Oil up nearly 2% to multi-year highs on demand expectations

Oil up nearly 2% to multi-year highs on demand expectations

By Stephanie Kelly

NEW YORK (Reuters) – Oil prices rose nearly 2% to their highest in more than two years on Tuesday, buoyed by expectations demand will recover rapidly in the second half of 2021.

Brent crude rose $1.07, or 1.5%, to $73.93 a barrel by 1:16 p.m. EDT (1716 GMT). The global benchmark during the session hit $74.00 a barrel, its highest since April 2019.

U.S. oil rose $1.21, or 1.7%, to $72.09 a barrel. It hit a session high of $72.16 a barrel, its highest since October 2018.

“With supply growth lagging demand growth in the near term, faster falling oil inventories are supporting oil prices,” UBS analyst Giovanni Staunovo said.

He said comments on Tuesday from some of the world’s top oil traders added to the bullish mood.

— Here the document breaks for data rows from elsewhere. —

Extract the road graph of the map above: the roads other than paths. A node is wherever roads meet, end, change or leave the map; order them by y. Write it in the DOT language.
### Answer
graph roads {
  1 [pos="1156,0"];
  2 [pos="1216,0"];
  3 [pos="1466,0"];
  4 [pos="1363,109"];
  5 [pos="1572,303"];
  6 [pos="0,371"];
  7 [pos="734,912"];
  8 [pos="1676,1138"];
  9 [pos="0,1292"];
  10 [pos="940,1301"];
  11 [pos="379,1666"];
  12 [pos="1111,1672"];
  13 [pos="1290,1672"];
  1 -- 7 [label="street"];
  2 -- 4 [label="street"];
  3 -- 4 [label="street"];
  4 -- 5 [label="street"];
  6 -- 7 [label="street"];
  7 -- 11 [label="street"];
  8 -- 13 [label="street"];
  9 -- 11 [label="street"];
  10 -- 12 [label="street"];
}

The head of trading house Vitol sees oil prices moving between $70-$80 a barrel this year as the Organization of the Petroleum Exporting Countries and allied producers (OPEC+) are predicted to maintain supply discipline.

“We have had those stock draws for a couple months, the market is heading in the right direction,” Russell Hardy told the FT Commodities Global Summit.

Trafigura Chief Executive Jeremy Weir told the same event there was a good chance prices could reach $100 a barrel because of falling reserves before the world reaches peak oil demand.

OPEC+ producers have been gradually relaxing record output curbs in recent months.

“The decision by OPEC+ to be overly cautious in returning supply to the market, whether this is true caution or they are intentionally stoking oil prices higher, has been a main tenant in seeing $73 per barrel Brent,” said Louise Dickson, oil markets analyst at Rystad Energy.

Analysts polled by Reuters expect U.S. crude stocks to have fallen for a fourth week in a row, dropping by about 3 million barrels last week. Industry data is due at 4:30 p.m. Tuesday, followed by official figures on Wednesday morning.

Investors and traders are also watching the outcome of a two-day U.S. Federal Reserve meeting that starts on Tuesday for signals on when it will start to scale back monetary stimulus.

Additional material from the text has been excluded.